**TASK TO CARRY OUT:** An exact copy of the entries below is needed, with every picture left out.

# # # #

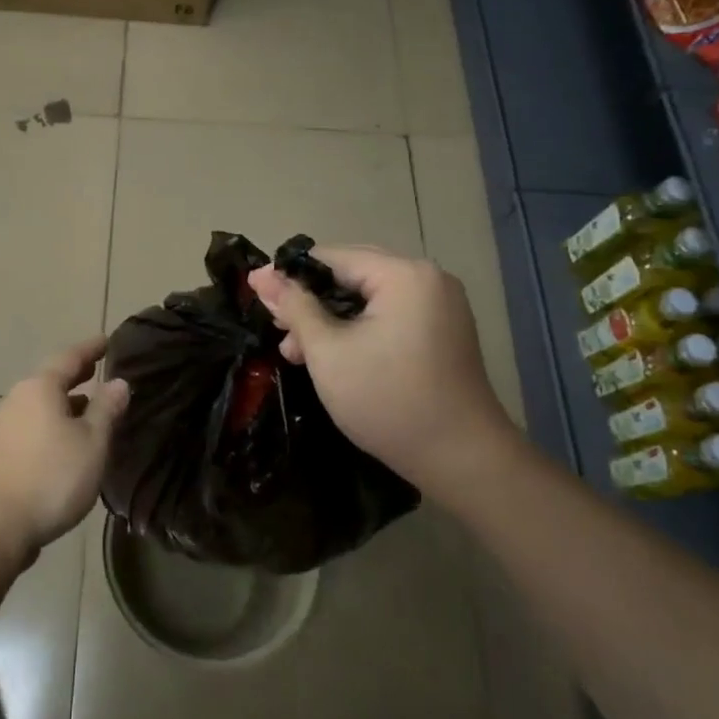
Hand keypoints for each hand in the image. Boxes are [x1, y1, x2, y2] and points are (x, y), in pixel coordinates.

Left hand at [0, 337, 129, 572]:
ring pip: (41, 403)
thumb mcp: (91, 443)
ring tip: (88, 406)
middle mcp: (18, 398)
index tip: (107, 341)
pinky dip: (53, 421)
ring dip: (65, 401)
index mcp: (40, 387)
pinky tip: (66, 440)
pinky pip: (33, 423)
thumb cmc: (50, 478)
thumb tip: (119, 382)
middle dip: (77, 373)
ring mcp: (4, 425)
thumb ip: (106, 409)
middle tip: (98, 368)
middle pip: (51, 378)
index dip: (91, 349)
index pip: (70, 357)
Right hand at [246, 246, 516, 493]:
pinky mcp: (442, 330)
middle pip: (351, 273)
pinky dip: (357, 328)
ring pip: (368, 297)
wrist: (463, 461)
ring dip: (329, 318)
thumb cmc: (388, 401)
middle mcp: (427, 278)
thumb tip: (260, 276)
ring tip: (295, 349)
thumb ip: (294, 308)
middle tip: (276, 326)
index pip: (331, 257)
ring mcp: (439, 305)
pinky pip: (388, 314)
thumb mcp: (328, 352)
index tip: (255, 294)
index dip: (289, 274)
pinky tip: (330, 353)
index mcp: (403, 274)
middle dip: (309, 300)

# # # #

**EXERCISE RESULT:**
Hand keypoints for each hand in the image. Boxes are [x1, y1, x2, y2] and points are (x, y), in pixel coordinates.

Left hand at [0, 337, 129, 572]:
ring pip: (41, 403)
thumb mcp: (91, 443)
ring tip: (88, 406)
middle mcp: (18, 398)
index tip: (107, 341)
pinky dip: (53, 421)
ring dip: (65, 401)
index mcp: (40, 387)
pinky tip: (66, 440)
pinky pip: (33, 423)
thumb cmc: (50, 478)
thumb tip: (119, 382)
middle dip: (77, 373)
ring mcp: (4, 425)
thumb ip: (106, 409)
middle tip: (98, 368)
middle pip: (51, 378)
index dip: (91, 349)
index pip: (70, 357)
Right hand at [246, 246, 516, 493]:
pinky mcp: (442, 330)
middle pip: (351, 273)
pinky dip: (357, 328)
ring pip: (368, 297)
wrist: (463, 461)
ring dip: (329, 318)
thumb cmc: (388, 401)
middle mcp: (427, 278)
thumb tip: (260, 276)
ring tip: (295, 349)
thumb ip: (294, 308)
middle tip: (276, 326)
index pip: (331, 257)
ring mcp: (439, 305)
pinky pip: (388, 314)
thumb mcp: (328, 352)
index tip: (255, 294)
index dip: (289, 274)
pinky tip: (330, 353)
index mcp: (403, 274)
middle dip: (309, 300)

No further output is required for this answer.